I think that some differences can be explained by differences in state collection laws. As I recall, Texas, North Carolina, and South Carolina, either don't allow wage garnishment at all, or restrict wage garnishment to very limited circumstances. Now that may reflect local culture, and to the extent that it does, it is hard to impossible to untangle the cost/benefit analysis that says that one major reason for filing bankruptcy is to stop wage garnishments, and if you don't have that reason, bankruptcy filings will be less, from an argument that the lack of wage garnishment reflects a culture that somehow leads to fewer bankruptcy filings. If a state were to flip in one direction or the other, would bankruptcy filing rates change? How long would it take? And you could ever really say that it was just the change in the debt collection laws? If, say, South Carolina instituted wage garnishment, it is very unlikely that the only change in laws would be that change. Conversely, if Alabama, Illinois or Tennessee abolished wage garnishment, that probably couldn't happen unless there were some other significant changes in the local culture in general, or at least the political environment or local legal culture.

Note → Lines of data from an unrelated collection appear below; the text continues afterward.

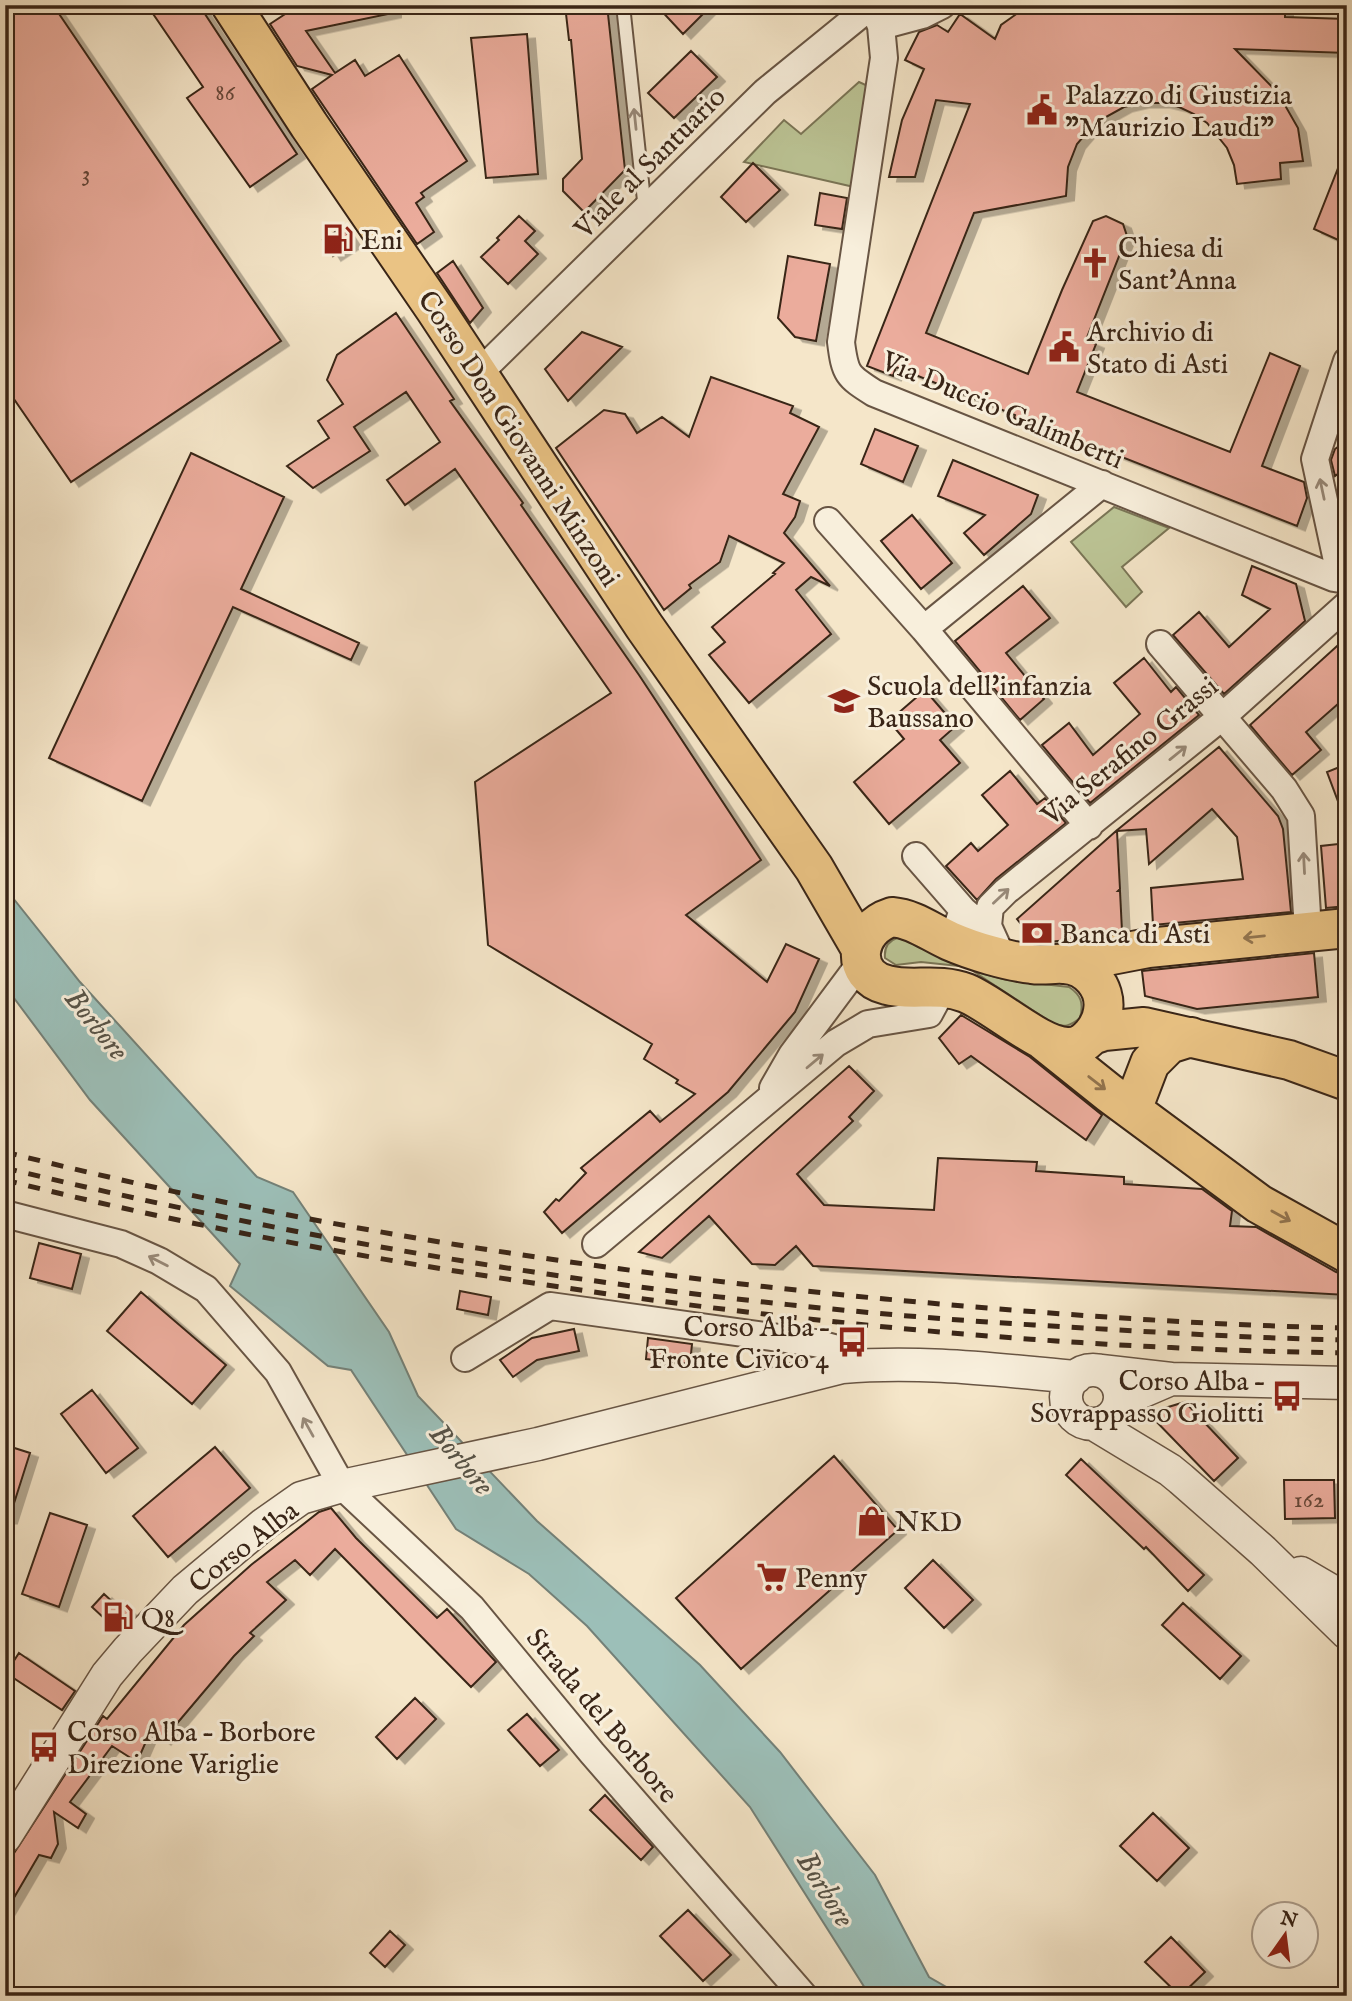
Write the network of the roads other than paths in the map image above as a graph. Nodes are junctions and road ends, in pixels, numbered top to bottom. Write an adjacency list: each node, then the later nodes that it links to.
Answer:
1 (231, 5): 7 (main road, Corso Don Giovanni Minzoni)
2 (622, 5): 5 (lane, one-way to 2)
3 (943, 5): 4 (street)
4 (875, 12): 5 (street, Viale al Santuario); 8 (street, Via Duccio Galimberti)
5 (645, 211): 7 (street, Viale al Santuario)
6 (1345, 373): 10 (street, one-way to 6)
7 (478, 374): 17 (main road, Corso Don Giovanni Minzoni)
8 (1102, 484): 10 (street, Via Duccio Galimberti); 12 (street)
9 (828, 522): 12 (street)
10 (1344, 580)
11 (1347, 605): 14 (street, Via Serafino Grassi)
12 (924, 629): 15 (street)
13 (1160, 644): 14 (street)
14 (1223, 716): 15 (street, Via Serafino Grassi, one-way to 14); 21 (street, one-way to 14)
15 (1089, 826): 22 (street, Via Serafino Grassi, one-way to 15)
16 (916, 856): 19 (street)
17 (814, 868): 18 (main road, Corso Don Giovanni Minzoni); 23 (main road, Corso Don Giovanni Minzoni)
18 (904, 918): 19 (main road, Corso Don Giovanni Minzoni); 23 (main road)
19 (955, 924): 22 (main road, Corso Don Giovanni Minzoni)
20 (1347, 928): 21 (main road, Corso Don Giovanni Minzoni)
21 (1308, 931): 24 (main road, Corso Don Giovanni Minzoni, one-way to 24)
22 (997, 946): 24 (main road, Corso Don Giovanni Minzoni)
23 (862, 955): 26 (main road, Corso Don Giovanni Minzoni); 32 (street)
24 (1065, 964): 25 (main road)
25 (1100, 990): 27 (main road); 28 (main road)
26 (902, 1002): 30 (main road, Corso Don Giovanni Minzoni); 32 (street, one-way to 26)
27 (1144, 1027): 28 (main road); 29 (main road)
28 (1092, 1035): 30 (main road)
29 (1196, 1038): 31 (main road); 33 (main road)
30 (1044, 1041): 33 (main road, Corso Don Giovanni Minzoni, one-way to 33)
31 (1347, 1081)
32 (763, 1105): 35 (street)
33 (1132, 1110): 36 (main road, Corso Don Giovanni Minzoni, one-way to 36)
34 (5, 1214): 41 (street, Strada del Borbore, one-way to 34)
35 (596, 1244)
36 (1347, 1252)
37 (465, 1358): 38 (street)
38 (842, 1367): 40 (street, Corso Alba); 41 (street, Corso Alba)
39 (1347, 1384): 40 (street, Corso Alba)
40 (1096, 1397): 42 (street)
41 (342, 1486): 45 (street, Corso Alba); 46 (street, Strada del Borbore)
42 (1263, 1551): 43 (street); 44 (street)
43 (1347, 1598)
44 (1347, 1633)
45 (5, 1837)
46 (804, 1996)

Of course, differences in state laws doesn't begin to explain intra state differences.

If anyone is ambitious enough to try to create a model that predicts the economically rational filing rate for each district, and then compare that prediction to the actual rate, with the difference being local legal culture, I think that she or he should include not just economic factors such as employment rates, housing prices, and debt ratios, but also something based on creditor's state law collection rights.

Good points, David. Almost any social phenomenon has multiple reasons, and legal differences (esp. state collection laws) undoubtedly play some role.

Perhaps a more careful way to rephrase my point is that "culture" plays a bigger role than we often believe. Remember Barry Scholnick's work from Canada about the network effects of bankruptcy filings (see http://www.creditslips.org/creditslips/ScholnickAuthor.html). The more people you know who file bankruptcy, the more likely you are to file bankruptcy.

Great post, Bob ! Enjoyed the data and analysis.

As a NC debtors' attorney, I can verify David Yen's belief that the relative absence of wage garnishment in NC and SC accounts, in part, for the our lower filing rate compared to our neighboring states. On several occasions, I have appeared before legislative study commissions on the garnishment issue, with the bankruptcy filing stats in hand. Tongue in cheek, I have asked for wage garnishment in NC. So far, no garnishment.

But, Bob's point on culture is correct. Whether the lawyers are creating it, perpetuating it, or just being swept along with it, these cultures do exist. They exist not just with respect to rates of filing, but also with respect to filings of ch 7 vs. ch. 13

These discrepancies have been troubling observers for many years. Back on June 10, 1997, USA Today published a cover piece entitled "How bankruptcy finds fertile ground," which attempted to explain the "different worlds when it comes to personal-bankruptcy filings" in Richmond County, Georgia, as compared to Aiken County, SC, which is just across the Savannah River. The report was, of course, inconclusive. One subtitle was "Wage garnishment laws a key factor." Another, "Many factors fuel disparity in bankruptcy rates."

Is it possible that attorney fees can influence filings where some may be higher or lower in certain areas versus others?